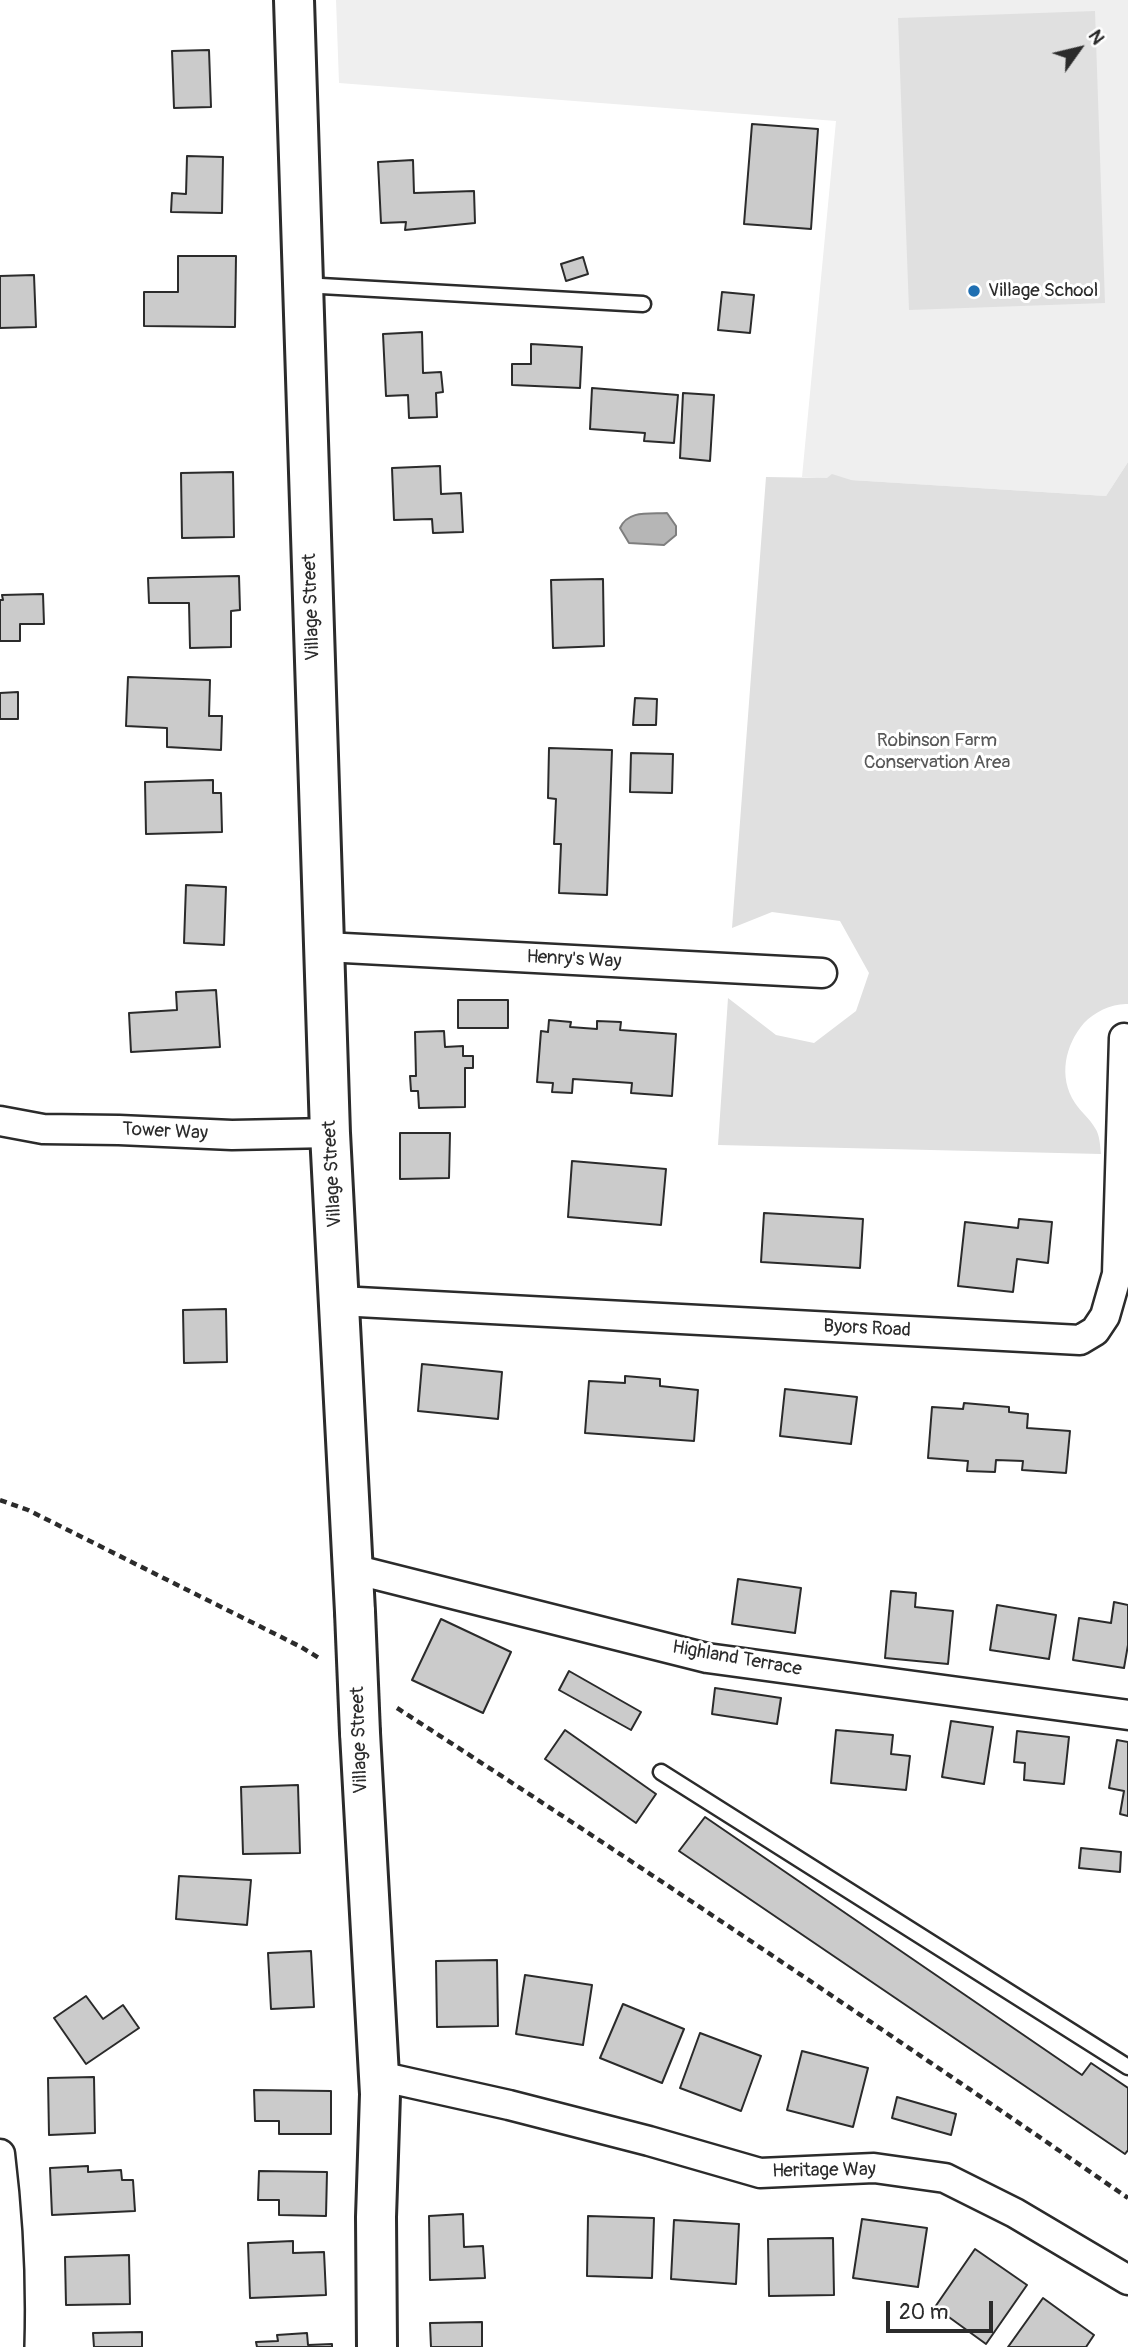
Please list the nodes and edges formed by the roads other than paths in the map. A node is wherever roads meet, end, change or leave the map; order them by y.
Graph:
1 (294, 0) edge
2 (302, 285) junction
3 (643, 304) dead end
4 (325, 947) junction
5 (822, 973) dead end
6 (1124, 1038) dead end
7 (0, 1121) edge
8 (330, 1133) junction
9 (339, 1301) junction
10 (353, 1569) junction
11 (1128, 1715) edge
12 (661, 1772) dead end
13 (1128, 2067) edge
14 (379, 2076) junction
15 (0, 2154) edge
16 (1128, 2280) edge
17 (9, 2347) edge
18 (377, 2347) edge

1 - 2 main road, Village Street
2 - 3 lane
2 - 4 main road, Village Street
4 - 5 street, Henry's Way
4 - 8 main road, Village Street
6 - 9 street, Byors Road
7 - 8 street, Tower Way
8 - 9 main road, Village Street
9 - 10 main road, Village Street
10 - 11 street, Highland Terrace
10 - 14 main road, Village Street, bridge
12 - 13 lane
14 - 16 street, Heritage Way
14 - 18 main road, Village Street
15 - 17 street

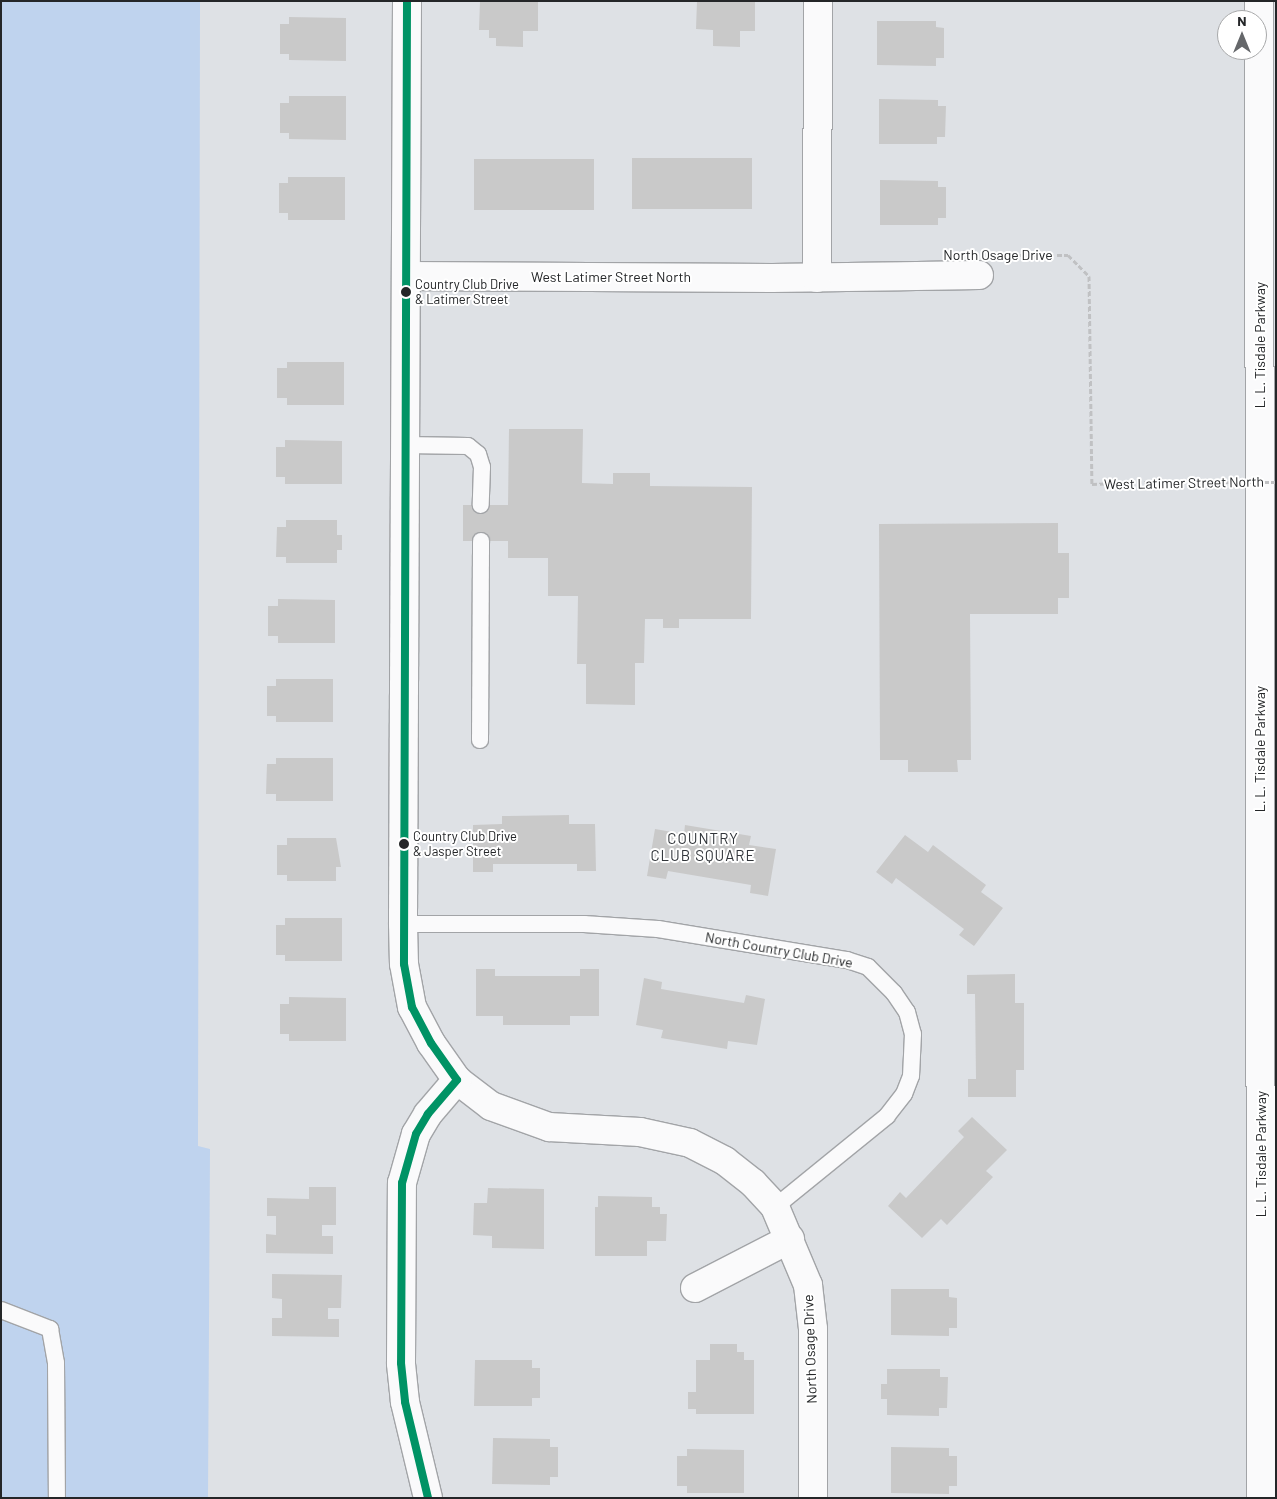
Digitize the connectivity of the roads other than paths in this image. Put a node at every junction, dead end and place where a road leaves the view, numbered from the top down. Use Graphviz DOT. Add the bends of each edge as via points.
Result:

------------------------------------------------------------------------

- [How to complete this task]: Each entry is to be returned precisely as it appears, but the pictures are to be dropped.

- [Your response]:
Please list the nodes and edges formed by the roads other than paths in the map. A node is wherever roads meet, end, change or leave the map; order them by y.
Graph:
1 (294, 0) edge
2 (302, 285) junction
3 (643, 304) dead end
4 (325, 947) junction
5 (822, 973) dead end
6 (1124, 1038) dead end
7 (0, 1121) edge
8 (330, 1133) junction
9 (339, 1301) junction
10 (353, 1569) junction
11 (1128, 1715) edge
12 (661, 1772) dead end
13 (1128, 2067) edge
14 (379, 2076) junction
15 (0, 2154) edge
16 (1128, 2280) edge
17 (9, 2347) edge
18 (377, 2347) edge

1 - 2 main road, Village Street
2 - 3 lane
2 - 4 main road, Village Street
4 - 5 street, Henry's Way
4 - 8 main road, Village Street
6 - 9 street, Byors Road
7 - 8 street, Tower Way
8 - 9 main road, Village Street
9 - 10 main road, Village Street
10 - 11 street, Highland Terrace
10 - 14 main road, Village Street, bridge
12 - 13 lane
14 - 16 street, Heritage Way
14 - 18 main road, Village Street
15 - 17 street

Digitize the connectivity of the roads other than paths in this image. Put a node at every junction, dead end and place where a road leaves the view, numbered from the top down. Use Graphviz DOT. Add the bends of each edge as via points.
Result:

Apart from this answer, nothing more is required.